Line by line, transcribe the listing below exactly.

Task material
· · · ·
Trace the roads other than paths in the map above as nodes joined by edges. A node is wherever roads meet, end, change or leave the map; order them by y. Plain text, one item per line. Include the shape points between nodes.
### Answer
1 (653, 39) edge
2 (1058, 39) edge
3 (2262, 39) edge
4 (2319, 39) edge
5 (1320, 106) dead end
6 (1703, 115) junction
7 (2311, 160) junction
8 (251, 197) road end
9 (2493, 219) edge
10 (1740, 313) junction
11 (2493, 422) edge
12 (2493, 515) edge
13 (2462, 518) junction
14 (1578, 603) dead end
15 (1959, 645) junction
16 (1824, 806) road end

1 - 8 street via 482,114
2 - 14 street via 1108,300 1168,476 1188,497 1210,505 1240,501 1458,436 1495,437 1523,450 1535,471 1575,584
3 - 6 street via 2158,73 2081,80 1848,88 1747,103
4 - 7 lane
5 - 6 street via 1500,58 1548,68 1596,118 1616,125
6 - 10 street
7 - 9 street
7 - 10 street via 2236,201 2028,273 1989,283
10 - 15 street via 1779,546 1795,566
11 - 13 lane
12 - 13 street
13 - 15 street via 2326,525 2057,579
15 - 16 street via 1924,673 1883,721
· · · ·
Response below
Trace the roads other than paths in the map above as nodes joined by edges. A node is wherever roads meet, end, change or leave the map; order them by y. Plain text, one item per line. Include the shape points between nodes.
### Answer
1 (653, 39) edge
2 (1058, 39) edge
3 (2262, 39) edge
4 (2319, 39) edge
5 (1320, 106) dead end
6 (1703, 115) junction
7 (2311, 160) junction
8 (251, 197) road end
9 (2493, 219) edge
10 (1740, 313) junction
11 (2493, 422) edge
12 (2493, 515) edge
13 (2462, 518) junction
14 (1578, 603) dead end
15 (1959, 645) junction
16 (1824, 806) road end

1 - 8 street via 482,114
2 - 14 street via 1108,300 1168,476 1188,497 1210,505 1240,501 1458,436 1495,437 1523,450 1535,471 1575,584
3 - 6 street via 2158,73 2081,80 1848,88 1747,103
4 - 7 lane
5 - 6 street via 1500,58 1548,68 1596,118 1616,125
6 - 10 street
7 - 9 street
7 - 10 street via 2236,201 2028,273 1989,283
10 - 15 street via 1779,546 1795,566
11 - 13 lane
12 - 13 street
13 - 15 street via 2326,525 2057,579
15 - 16 street via 1924,673 1883,721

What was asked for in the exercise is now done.